Dicen mis críticos que soy populista, lo cual me honra y enorgullece, porque para mí populista quiere decir pueblo. Es más, me precio de ser el populista número uno del país, y no me dejo quitar el título. Si bien vivo en el exclusivo barrio estrato seis de La Cabrera, en Bogotá, para tener bien chequeados a los ricos, duermo con la cama mirando hacia el sur, donde viven mis patilimpios y descamisados.
Otra cosa es cuando me dicen demagogo. Ahí sí que les miento la madre, porque demagogo es alguien que engaña e incumple. ¿Moreno de Caro demagogo? He sido el senador más activo y productivo. Son innumerables los proyectos de ley que he presentado y los debates que he realizado, entre otros: ley de subsidio al desempleo, ley de pago de servicios públicos por el consumo (celulares por segundos, basura por peso real), ley de eliminación del impuesto del tres por ciento a las remesas que envían los colombianos del exterior, ley de control al transplante de órganos, ley de implementación de sistemas de calidad y certificación ISO 9000 en las empresas del Estado, ley de los ojos morados (cárcel para los hombres "guaches" que les pegan a las mujeres, niños y viejitos), cirugías plásticas y reconstrucción facial gratuitas en el Plan Obligatorio de Salud para personas humildes con labio leporino y paladar hendido y reducción gratuita del tamaño de los senos cuando se afecte la salud.
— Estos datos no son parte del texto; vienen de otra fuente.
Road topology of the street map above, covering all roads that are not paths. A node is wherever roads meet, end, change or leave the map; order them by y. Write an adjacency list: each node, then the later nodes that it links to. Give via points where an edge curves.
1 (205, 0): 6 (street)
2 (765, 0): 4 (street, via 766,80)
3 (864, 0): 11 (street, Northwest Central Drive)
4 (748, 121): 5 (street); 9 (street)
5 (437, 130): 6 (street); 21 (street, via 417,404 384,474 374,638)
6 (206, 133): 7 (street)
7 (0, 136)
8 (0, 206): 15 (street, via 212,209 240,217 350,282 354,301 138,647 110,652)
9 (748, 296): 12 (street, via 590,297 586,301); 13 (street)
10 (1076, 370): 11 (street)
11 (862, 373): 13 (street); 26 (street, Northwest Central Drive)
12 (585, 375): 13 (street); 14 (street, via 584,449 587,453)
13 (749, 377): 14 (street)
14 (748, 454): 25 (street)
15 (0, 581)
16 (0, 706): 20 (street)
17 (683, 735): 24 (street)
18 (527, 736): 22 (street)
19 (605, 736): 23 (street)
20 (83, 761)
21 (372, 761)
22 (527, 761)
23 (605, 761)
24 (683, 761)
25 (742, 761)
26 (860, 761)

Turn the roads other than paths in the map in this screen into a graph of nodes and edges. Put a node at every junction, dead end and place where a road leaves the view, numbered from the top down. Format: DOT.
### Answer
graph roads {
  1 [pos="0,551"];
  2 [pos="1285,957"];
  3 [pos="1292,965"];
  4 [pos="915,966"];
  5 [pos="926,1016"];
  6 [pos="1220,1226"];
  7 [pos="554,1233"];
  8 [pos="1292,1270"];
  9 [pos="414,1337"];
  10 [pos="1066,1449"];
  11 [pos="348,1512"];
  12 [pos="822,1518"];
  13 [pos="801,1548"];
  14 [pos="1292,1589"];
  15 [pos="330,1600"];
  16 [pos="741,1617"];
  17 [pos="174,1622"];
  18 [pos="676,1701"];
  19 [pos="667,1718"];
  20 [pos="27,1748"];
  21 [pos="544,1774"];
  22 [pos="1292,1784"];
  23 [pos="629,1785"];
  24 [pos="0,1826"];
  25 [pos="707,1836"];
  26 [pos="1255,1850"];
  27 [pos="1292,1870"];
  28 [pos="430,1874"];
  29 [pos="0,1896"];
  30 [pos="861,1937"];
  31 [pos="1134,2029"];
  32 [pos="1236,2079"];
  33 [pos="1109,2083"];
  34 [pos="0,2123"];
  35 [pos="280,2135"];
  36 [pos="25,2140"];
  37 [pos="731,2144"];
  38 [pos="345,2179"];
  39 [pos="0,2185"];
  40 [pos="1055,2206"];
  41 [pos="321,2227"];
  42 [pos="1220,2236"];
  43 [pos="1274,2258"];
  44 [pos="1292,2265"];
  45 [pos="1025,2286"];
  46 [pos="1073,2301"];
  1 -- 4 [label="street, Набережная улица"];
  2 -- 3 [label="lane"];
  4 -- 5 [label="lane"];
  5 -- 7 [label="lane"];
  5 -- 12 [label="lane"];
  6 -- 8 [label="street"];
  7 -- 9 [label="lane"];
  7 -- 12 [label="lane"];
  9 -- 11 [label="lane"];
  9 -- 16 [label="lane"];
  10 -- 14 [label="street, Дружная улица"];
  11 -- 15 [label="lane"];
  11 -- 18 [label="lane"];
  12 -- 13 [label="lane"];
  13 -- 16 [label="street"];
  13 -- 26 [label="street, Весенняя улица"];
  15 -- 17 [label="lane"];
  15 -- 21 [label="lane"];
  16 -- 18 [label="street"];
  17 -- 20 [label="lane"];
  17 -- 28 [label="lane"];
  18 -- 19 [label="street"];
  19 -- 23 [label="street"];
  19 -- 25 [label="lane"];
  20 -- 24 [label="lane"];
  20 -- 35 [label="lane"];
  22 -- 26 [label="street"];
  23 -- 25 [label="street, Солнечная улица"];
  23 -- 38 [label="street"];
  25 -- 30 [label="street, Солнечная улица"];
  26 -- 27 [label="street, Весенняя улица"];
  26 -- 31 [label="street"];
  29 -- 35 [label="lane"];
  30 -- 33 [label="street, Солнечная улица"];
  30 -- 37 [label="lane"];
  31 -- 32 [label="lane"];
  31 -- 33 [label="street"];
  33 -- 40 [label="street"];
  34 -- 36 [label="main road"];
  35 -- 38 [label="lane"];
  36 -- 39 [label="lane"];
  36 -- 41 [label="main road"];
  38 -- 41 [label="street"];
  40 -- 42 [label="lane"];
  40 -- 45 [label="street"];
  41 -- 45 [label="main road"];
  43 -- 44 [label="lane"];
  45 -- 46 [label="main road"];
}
También fui coautor de la ley de justicia y paz para las autodefensas y autor de la rebaja de penas del diez por ciento para los presos humildes. ¡Carajo!, ¿quieren más?
También les he cantado la tabla en el Congreso a los corruptos. ¡Carajo!, ¿quieren más? He defendido a mi presidente Uribe de las alacranas y alacranes del Senado, entre otros, de Piedad Córdoba y Édgar Artunalga.
Si alguno de ustedes, queridos lectores, me menciona un solo senador que haya sacado más leyes que yo, y que haya realizado más debates, renuncio inmediatamente al Senado. Lo que pasa es que a mis detractores no les gusta que el Moreno juegue. Les voy a dar un consejito cariñoso a los que no gustan del Moreno: dejen de joderme tanto la vida, porque hay Moreno de Caro para largo rato y, si no lo sabían, la próxima estación es la Alcaldía de Bogotá y la siguiente la Presidencia de la República. Si lo anterior no es suficiente para que me dejen tranquilo, les cuento que ya estoy entrenando a mi hijo Carlos Andrés, que hoy tiene 15 años, para ser alcalde de Bogotá. Mejor dicho, hay Moreno y Morenito para largo rato.
La élite bogotana ha sido injusta conmigo. Primero se inventaron el cuento de que yo me robaba las tapas de alcantarilla del norte para colocarlas en el sur; después, que el agua que les repartía gratuitamente en carrotanques a los pobres del sur era envenenada; después, dizque me cerraron la Universidad del Trabajo porque tenía carreras piratas, cuando todas estaban aprobadas por el Icfes; después, que yo rehabilitaba a los indigentes del Cartucho para que me ayudaran a robar las tapas de alcantarilla, y que les daba universidad gratuita a las trabajadoras sexuales pobres para que salieran conmigo. La élite ha sido una mierda conmigo, pero Dios se las cobrará. Se irán toditos para el infierno por no querer dejar jugar al Moreno.
Mis enemigos, que nunca duermen, dicen que mis campañas políticas las financio con regalos de los esmeralderos, desconociendo que gracias a Dios he sido un profesional muy exitoso. ¡Carajo, yo con mi plata hago lo que me venga en gana!, desde adquirir tapas de alcantarilla para que no se maten los bogotanos, incluida la élite, hasta comprarles todas la cucas a los negros de los semáforos.
Hace cuatro años, cuando yo estaba muy involucrado en el proceso de paz con las Farc y hablaba frecuentemente con Marulanda y Jojoy, decían que era guerrillero, y ahora, cuando he ayudado a hacer la paz con las autodefensas, dicen que soy "para". ¡Es que todo lo del pueblo es robado!
Pero estoy fresco, muy tranquilo, porque las ratas de una u otra pelambre jamás podrán con el Moreno. ¿Saben por qué? Porque duermo con la Biblia abierta en el salmo 91, como me lo enseñó mi abuelita ("El que habita al abrigo del altísimo morará bajo la sombra del omnipotente"), porque me encomiendo a Dios con el salmo 23: "Jehová es mi Pastor y nada me faltará" y porque si Dios libró a Daniel del foso de los leones, también me librará a mí de las guaridas de las ratas.